Create audio from text by using the command line

This document walks you through the process of making a request to Text-to-Speech using the command line. To learn more about the fundamental concepts in Text-to-Speech, read Text-to-Speech Basics.

Before you begin

Before you can send a request to the Text-to-Speech API, you must have completed the following actions. See the before you begin page for details.

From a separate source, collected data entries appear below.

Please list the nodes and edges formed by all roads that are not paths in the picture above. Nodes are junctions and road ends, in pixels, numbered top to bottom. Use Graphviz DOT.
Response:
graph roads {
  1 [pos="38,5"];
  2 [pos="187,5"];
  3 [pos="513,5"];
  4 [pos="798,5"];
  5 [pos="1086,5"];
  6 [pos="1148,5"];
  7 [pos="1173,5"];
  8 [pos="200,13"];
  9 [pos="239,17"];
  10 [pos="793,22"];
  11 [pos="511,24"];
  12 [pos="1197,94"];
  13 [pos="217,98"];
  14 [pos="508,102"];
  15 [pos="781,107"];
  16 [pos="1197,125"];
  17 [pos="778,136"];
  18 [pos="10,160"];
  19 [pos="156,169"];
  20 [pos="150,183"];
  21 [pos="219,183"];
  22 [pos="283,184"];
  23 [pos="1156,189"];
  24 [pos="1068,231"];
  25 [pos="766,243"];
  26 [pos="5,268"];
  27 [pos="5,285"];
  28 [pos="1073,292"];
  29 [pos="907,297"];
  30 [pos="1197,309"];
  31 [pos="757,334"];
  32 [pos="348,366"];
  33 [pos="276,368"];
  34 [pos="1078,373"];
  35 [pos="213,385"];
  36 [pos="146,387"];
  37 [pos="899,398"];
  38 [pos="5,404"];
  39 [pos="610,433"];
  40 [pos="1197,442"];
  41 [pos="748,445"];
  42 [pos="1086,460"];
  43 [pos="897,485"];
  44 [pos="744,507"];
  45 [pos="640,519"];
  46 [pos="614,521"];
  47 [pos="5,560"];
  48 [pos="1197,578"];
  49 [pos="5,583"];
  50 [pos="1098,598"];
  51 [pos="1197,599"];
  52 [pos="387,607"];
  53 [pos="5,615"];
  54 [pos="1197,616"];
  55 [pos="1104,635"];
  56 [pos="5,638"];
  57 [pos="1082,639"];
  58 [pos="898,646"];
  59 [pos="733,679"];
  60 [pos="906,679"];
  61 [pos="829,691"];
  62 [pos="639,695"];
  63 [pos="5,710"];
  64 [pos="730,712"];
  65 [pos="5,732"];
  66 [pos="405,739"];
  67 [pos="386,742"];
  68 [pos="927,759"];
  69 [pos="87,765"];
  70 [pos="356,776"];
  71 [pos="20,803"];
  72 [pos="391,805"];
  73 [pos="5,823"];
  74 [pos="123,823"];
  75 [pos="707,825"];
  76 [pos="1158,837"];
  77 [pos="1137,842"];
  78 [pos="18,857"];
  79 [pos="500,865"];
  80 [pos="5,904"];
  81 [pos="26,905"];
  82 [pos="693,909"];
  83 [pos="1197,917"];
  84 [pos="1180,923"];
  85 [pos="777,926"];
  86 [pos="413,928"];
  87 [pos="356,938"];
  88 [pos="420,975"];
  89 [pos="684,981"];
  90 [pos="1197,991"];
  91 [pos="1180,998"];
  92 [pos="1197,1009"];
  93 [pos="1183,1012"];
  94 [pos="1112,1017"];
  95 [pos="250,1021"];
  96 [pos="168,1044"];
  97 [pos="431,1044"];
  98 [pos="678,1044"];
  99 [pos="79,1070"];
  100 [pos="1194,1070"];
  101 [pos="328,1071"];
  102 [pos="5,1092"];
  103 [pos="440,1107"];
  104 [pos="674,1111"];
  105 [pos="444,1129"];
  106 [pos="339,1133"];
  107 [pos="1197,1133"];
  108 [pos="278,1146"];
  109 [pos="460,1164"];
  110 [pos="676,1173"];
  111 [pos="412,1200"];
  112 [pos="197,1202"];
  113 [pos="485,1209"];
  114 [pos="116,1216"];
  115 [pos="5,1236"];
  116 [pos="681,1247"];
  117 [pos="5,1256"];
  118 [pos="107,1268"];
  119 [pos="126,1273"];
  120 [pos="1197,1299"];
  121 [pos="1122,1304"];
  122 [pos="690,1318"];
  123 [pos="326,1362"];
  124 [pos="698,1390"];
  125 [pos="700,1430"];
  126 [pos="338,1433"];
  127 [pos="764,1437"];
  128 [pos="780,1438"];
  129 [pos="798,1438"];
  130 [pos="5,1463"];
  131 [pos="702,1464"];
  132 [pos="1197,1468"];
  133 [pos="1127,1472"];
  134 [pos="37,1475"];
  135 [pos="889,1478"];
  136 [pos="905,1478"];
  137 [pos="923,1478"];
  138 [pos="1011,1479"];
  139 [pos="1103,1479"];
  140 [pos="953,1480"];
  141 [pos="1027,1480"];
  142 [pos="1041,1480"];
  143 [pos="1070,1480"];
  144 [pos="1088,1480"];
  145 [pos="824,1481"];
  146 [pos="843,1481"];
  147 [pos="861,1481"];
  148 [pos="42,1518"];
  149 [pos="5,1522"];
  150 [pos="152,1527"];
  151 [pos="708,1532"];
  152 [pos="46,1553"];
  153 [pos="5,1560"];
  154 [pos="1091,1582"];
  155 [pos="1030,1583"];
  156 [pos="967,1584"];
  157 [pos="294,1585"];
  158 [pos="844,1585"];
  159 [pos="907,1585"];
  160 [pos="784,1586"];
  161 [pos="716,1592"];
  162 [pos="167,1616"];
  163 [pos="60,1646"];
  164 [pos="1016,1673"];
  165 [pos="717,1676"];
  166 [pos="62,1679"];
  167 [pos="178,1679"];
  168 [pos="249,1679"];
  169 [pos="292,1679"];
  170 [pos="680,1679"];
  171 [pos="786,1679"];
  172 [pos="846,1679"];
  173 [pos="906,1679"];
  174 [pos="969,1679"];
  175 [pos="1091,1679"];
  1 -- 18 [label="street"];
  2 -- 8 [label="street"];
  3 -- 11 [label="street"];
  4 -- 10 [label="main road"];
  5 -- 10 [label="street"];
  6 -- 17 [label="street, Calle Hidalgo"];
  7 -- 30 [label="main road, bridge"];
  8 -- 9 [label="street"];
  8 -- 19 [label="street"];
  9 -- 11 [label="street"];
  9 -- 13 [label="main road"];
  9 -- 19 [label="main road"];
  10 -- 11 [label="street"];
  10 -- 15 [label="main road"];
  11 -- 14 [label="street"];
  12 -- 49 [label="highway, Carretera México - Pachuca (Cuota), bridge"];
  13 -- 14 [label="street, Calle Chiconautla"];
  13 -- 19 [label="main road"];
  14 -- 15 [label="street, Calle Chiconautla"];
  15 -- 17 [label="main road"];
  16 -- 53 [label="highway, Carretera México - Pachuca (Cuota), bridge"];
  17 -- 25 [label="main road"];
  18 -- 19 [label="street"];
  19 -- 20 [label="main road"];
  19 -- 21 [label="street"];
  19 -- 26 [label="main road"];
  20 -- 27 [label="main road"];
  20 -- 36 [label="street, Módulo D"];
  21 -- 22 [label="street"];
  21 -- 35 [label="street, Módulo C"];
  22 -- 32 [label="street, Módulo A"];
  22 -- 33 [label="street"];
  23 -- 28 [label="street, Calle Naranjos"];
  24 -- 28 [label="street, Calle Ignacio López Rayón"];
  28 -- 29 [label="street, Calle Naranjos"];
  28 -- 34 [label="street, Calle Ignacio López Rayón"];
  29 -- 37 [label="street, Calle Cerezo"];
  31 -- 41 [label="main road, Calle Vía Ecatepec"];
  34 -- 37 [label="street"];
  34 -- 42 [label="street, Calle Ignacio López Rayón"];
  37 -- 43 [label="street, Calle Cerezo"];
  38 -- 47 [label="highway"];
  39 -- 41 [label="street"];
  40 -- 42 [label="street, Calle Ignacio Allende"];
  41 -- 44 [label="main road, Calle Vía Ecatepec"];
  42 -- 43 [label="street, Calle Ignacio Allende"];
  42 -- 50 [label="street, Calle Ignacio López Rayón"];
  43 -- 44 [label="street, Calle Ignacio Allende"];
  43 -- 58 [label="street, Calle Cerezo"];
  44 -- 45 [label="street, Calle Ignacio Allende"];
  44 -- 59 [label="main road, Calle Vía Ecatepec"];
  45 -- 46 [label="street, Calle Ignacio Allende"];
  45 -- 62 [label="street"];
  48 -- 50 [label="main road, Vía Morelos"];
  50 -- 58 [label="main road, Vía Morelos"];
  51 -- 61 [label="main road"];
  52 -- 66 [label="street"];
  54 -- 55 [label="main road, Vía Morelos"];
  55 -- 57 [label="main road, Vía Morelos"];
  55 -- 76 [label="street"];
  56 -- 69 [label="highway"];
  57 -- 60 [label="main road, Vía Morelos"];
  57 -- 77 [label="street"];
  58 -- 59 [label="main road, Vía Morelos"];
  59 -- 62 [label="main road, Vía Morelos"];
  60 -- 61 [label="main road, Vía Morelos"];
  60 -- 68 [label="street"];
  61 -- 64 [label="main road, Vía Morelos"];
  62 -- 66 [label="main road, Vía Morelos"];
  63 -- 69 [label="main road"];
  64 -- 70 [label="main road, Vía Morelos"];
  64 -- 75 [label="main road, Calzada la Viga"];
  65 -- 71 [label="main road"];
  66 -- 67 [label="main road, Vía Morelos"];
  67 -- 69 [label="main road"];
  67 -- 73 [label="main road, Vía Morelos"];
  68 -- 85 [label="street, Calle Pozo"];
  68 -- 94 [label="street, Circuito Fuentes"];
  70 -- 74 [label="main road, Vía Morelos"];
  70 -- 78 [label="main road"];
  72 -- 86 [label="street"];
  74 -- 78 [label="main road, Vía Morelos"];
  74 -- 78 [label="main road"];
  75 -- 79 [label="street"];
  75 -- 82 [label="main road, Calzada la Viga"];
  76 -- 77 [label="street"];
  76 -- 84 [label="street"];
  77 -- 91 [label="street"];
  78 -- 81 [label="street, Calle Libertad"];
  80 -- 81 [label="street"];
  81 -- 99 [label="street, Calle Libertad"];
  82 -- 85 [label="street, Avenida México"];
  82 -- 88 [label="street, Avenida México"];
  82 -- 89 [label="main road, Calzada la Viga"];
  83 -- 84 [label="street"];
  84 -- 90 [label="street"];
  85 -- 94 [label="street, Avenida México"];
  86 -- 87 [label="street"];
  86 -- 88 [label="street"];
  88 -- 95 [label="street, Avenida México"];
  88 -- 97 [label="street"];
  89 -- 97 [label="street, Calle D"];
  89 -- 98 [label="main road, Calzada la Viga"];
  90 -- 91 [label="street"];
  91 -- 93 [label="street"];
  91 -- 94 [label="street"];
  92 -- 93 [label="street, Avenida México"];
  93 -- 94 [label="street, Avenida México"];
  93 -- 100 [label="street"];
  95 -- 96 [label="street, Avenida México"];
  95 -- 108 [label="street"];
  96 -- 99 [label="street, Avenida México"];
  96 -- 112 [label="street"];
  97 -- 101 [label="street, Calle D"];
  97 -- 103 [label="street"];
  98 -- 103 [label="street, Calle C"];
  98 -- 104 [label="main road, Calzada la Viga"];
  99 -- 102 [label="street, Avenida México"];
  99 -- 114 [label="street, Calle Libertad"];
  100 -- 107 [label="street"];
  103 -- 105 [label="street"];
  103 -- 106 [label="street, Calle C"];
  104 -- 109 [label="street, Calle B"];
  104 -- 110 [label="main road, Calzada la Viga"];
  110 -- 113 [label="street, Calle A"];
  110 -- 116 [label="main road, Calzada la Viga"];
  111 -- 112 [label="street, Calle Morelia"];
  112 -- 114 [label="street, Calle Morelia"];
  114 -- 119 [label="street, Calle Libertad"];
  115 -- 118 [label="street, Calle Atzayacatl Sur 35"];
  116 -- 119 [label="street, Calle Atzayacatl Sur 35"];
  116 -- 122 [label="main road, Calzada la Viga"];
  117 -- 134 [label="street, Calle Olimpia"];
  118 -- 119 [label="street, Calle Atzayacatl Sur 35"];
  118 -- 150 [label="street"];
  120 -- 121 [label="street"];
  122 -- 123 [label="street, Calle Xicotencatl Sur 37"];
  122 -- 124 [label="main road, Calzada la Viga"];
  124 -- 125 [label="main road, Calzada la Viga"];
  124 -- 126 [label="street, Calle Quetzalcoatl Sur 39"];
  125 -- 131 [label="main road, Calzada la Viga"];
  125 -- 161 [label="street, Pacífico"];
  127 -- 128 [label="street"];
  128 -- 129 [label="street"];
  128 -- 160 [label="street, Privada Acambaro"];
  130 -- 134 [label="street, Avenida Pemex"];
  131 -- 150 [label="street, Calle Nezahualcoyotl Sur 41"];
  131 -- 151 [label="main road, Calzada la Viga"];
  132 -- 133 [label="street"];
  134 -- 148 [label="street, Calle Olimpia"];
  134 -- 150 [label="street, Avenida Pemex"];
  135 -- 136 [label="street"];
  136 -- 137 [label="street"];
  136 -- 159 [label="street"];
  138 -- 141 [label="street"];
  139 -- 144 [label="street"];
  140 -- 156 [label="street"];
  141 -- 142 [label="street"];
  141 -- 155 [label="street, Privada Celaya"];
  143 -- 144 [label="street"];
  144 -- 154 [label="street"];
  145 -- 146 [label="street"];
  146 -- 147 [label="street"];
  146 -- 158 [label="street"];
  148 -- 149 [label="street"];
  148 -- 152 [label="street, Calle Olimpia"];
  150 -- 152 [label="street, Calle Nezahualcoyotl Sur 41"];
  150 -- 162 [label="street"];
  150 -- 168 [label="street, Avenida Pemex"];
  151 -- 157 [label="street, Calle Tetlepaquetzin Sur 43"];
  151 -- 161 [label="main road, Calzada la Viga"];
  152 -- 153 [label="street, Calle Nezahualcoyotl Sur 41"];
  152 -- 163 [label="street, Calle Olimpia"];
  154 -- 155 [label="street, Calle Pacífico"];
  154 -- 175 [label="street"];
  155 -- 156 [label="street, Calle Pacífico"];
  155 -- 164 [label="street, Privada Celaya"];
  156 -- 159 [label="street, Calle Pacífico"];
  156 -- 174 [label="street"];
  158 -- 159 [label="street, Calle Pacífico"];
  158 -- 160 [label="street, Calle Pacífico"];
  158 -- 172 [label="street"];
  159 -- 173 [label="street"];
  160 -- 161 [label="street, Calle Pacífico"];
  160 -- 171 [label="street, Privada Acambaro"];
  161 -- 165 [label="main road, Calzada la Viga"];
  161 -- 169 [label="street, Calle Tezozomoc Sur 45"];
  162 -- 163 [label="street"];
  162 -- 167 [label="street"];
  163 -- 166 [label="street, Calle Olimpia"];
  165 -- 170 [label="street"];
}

  • Enable Text-to-Speech on a GCP project.
  • Make sure billing is enabled for Text-to-Speech.
  • Install the Google Cloud CLI, then initialize it by running the following command:

    gcloud init

Synthesize audio from text

You can convert text to audio by making an HTTP POST request to the https://texttospeech.googleapis.com/v1/text:synthesize endpoint. In the body of your POST command, specify the type of voice to synthesize in the voice configuration section, specify the text to synthesize in the text field of the input section, and specify the type of audio to create in the audioConfig section.

  1. Execute the REST request below at the command line to synthesize audio from text using Text-to-Speech. The command uses the gcloud auth application-default print-access-token command to retrieve an authorization token for the request.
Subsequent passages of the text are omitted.